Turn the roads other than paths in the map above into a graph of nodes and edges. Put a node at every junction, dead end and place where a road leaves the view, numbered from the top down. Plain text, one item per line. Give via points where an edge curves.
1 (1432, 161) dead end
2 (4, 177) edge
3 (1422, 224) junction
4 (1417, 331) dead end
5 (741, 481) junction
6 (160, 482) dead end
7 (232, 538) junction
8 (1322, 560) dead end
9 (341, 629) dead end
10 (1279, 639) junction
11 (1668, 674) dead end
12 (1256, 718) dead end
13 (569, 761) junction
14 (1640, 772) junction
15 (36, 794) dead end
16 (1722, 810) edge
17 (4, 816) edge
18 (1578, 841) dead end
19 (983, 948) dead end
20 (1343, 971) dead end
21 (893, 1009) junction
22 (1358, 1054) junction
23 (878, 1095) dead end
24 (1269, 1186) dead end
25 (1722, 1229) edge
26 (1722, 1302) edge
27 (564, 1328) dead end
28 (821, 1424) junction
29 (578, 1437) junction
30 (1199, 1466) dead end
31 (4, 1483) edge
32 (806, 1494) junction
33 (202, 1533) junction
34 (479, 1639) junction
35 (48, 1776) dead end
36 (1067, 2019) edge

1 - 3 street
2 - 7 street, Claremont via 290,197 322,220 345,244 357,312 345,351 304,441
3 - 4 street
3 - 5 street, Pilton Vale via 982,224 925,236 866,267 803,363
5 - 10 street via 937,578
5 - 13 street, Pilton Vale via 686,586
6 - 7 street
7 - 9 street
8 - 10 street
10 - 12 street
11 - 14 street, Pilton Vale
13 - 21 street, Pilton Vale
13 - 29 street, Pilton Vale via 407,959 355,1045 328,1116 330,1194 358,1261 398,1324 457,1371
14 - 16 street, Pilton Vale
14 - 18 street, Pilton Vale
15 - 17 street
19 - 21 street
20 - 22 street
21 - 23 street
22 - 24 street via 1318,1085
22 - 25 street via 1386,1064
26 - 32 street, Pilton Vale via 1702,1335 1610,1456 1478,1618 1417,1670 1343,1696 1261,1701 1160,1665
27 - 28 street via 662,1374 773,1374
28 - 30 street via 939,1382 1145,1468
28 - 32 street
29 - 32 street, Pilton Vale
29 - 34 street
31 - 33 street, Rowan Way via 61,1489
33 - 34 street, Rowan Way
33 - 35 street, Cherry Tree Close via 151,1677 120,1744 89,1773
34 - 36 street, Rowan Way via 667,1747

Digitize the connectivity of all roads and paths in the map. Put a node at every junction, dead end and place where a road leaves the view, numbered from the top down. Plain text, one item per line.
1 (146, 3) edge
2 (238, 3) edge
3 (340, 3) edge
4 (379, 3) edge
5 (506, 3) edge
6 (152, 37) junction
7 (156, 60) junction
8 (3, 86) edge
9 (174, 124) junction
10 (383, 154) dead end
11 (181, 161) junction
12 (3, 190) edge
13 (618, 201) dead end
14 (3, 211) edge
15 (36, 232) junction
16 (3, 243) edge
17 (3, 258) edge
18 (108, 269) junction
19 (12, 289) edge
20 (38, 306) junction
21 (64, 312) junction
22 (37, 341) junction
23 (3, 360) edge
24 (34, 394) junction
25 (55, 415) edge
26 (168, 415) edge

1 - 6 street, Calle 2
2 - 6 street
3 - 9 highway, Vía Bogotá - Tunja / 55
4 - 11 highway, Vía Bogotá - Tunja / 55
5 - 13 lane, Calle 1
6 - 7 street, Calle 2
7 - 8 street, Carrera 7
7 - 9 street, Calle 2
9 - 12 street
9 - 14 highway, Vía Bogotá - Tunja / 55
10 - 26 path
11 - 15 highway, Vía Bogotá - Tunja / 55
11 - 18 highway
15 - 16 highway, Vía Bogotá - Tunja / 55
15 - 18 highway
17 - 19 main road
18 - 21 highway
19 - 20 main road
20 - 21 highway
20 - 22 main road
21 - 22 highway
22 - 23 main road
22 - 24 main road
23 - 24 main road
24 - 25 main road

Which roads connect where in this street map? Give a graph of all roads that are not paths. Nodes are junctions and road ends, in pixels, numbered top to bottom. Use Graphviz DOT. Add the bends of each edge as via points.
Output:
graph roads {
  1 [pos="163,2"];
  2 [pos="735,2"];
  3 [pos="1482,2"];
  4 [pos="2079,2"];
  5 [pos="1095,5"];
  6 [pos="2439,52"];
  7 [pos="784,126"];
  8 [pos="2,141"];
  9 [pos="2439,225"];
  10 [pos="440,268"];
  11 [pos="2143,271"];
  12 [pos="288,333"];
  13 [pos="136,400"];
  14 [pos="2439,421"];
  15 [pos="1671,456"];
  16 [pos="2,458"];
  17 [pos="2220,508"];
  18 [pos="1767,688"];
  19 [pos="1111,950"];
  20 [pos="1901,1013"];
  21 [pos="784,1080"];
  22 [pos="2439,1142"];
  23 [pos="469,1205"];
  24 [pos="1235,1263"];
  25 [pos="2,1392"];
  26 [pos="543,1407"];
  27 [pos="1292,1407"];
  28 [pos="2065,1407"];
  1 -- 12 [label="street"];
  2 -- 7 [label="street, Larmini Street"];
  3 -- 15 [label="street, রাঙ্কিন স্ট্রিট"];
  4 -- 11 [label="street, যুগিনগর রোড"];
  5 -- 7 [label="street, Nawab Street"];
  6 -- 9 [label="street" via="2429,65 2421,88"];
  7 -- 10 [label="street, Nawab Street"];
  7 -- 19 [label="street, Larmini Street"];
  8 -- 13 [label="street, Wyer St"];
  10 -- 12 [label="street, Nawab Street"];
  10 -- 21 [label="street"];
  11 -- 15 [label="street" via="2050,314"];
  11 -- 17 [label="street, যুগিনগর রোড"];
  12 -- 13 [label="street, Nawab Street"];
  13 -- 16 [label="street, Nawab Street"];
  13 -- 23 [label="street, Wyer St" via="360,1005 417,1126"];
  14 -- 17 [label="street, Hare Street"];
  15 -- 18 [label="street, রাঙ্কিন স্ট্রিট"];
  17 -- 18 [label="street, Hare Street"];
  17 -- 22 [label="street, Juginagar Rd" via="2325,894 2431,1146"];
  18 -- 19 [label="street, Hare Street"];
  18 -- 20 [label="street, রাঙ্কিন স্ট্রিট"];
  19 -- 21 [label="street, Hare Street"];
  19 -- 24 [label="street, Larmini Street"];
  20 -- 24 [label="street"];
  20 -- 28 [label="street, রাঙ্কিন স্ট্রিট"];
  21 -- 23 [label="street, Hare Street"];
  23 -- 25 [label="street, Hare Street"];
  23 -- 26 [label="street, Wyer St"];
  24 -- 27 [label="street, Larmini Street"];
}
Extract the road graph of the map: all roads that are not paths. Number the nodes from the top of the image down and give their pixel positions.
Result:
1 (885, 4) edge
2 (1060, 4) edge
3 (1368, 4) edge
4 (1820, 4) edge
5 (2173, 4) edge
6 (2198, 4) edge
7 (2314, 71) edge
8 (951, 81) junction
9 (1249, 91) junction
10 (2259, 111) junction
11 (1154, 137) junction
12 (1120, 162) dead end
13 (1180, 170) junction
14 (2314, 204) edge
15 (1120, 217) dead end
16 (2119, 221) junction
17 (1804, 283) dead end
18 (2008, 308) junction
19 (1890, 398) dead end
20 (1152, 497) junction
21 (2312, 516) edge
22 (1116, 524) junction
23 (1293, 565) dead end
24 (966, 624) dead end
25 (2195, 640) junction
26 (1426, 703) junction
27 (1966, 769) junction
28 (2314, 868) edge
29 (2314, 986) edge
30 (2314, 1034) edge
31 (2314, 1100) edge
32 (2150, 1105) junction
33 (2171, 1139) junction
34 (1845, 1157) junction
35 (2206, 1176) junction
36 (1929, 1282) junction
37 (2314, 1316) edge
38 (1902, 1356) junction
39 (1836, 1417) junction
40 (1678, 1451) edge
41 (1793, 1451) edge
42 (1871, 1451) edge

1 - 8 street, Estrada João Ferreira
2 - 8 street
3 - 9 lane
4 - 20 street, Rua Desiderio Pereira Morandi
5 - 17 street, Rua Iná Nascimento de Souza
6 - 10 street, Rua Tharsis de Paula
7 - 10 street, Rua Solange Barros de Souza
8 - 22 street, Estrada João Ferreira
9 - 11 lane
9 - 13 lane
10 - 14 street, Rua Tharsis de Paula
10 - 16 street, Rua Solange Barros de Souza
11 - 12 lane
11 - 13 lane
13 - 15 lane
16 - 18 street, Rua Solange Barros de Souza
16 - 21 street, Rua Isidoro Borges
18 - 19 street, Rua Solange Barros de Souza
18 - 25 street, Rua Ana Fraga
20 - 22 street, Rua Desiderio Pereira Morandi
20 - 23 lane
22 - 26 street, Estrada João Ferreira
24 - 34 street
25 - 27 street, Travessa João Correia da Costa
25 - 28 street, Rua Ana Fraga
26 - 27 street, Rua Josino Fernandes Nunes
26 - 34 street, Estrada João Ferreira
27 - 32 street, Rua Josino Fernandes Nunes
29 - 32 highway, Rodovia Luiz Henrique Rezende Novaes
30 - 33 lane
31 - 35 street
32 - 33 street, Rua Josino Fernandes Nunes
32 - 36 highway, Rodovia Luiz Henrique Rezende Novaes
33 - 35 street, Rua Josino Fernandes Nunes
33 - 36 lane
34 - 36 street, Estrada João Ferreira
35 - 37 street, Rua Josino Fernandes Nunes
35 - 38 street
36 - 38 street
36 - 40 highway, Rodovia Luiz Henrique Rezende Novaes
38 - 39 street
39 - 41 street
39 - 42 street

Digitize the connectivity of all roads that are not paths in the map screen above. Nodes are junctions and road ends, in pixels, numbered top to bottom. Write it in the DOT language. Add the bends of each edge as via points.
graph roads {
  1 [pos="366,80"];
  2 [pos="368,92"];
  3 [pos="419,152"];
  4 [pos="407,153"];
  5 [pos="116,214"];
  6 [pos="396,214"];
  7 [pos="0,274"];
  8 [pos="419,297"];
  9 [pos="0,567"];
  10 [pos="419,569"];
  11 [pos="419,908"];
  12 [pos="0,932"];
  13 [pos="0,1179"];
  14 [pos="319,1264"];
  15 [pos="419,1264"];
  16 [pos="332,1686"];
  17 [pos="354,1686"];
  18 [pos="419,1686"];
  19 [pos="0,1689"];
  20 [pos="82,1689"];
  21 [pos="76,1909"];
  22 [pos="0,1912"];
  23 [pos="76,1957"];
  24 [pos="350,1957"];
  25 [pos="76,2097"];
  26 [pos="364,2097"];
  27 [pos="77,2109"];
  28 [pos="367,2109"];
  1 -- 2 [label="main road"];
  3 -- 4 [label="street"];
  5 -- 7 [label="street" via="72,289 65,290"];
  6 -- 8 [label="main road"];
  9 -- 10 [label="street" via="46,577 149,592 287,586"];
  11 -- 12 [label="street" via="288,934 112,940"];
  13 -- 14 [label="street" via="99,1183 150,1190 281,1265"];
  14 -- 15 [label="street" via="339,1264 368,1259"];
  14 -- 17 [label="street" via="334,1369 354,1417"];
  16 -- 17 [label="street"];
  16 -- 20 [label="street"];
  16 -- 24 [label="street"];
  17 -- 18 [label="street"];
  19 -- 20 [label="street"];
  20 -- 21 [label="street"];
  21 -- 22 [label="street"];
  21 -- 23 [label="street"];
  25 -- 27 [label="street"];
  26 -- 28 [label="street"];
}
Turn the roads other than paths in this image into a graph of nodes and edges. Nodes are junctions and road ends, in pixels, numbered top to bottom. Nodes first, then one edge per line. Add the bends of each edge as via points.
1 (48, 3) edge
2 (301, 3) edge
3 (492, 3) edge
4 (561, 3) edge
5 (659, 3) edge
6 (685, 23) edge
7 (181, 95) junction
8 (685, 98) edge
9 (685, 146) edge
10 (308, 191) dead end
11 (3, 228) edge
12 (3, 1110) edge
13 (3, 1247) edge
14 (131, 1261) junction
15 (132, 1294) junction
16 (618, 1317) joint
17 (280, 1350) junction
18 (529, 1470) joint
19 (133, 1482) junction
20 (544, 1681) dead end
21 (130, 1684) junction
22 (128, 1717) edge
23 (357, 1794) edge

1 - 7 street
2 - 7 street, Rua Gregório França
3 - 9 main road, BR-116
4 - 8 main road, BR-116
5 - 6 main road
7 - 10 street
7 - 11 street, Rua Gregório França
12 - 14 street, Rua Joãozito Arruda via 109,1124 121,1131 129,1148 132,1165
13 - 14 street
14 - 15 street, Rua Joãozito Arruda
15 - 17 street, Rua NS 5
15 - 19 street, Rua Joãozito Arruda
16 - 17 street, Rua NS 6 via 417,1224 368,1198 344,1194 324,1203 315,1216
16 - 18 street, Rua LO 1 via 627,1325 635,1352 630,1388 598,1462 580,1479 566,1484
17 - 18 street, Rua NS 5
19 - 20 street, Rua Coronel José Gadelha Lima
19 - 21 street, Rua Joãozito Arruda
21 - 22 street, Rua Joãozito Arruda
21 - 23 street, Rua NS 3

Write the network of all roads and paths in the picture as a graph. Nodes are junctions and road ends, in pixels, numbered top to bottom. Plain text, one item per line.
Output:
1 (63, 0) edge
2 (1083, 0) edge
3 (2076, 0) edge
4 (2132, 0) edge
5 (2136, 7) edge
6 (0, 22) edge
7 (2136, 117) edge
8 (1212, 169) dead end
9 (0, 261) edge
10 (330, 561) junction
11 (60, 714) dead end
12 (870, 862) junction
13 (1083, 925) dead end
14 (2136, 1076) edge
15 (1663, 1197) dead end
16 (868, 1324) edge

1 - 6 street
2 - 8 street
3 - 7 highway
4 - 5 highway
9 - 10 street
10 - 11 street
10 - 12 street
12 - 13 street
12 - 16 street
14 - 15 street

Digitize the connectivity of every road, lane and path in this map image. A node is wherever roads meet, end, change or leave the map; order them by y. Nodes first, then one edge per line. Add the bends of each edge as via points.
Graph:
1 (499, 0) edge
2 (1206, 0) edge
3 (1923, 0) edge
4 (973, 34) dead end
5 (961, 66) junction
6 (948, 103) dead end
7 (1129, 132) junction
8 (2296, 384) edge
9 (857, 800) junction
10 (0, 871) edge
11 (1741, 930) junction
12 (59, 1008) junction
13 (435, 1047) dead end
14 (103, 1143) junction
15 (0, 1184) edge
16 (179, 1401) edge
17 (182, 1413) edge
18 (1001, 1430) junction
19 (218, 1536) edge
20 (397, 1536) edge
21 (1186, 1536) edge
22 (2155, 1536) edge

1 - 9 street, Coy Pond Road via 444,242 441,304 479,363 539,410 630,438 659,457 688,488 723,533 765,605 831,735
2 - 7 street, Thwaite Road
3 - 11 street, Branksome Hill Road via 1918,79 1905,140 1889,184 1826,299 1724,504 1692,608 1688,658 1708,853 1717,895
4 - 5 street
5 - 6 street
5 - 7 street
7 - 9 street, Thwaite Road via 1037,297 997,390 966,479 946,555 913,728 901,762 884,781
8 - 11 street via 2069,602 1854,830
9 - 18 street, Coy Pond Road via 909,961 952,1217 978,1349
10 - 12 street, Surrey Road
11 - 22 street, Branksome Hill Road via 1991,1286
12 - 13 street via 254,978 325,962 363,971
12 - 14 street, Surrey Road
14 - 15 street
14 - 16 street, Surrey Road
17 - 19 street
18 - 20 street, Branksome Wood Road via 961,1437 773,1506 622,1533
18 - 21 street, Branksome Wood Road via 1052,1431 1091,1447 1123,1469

• **TASK BRIEF**
Report how many lines of the entries hold the word "then". Nothing else is needed.

• **COMPLETED TASK**
2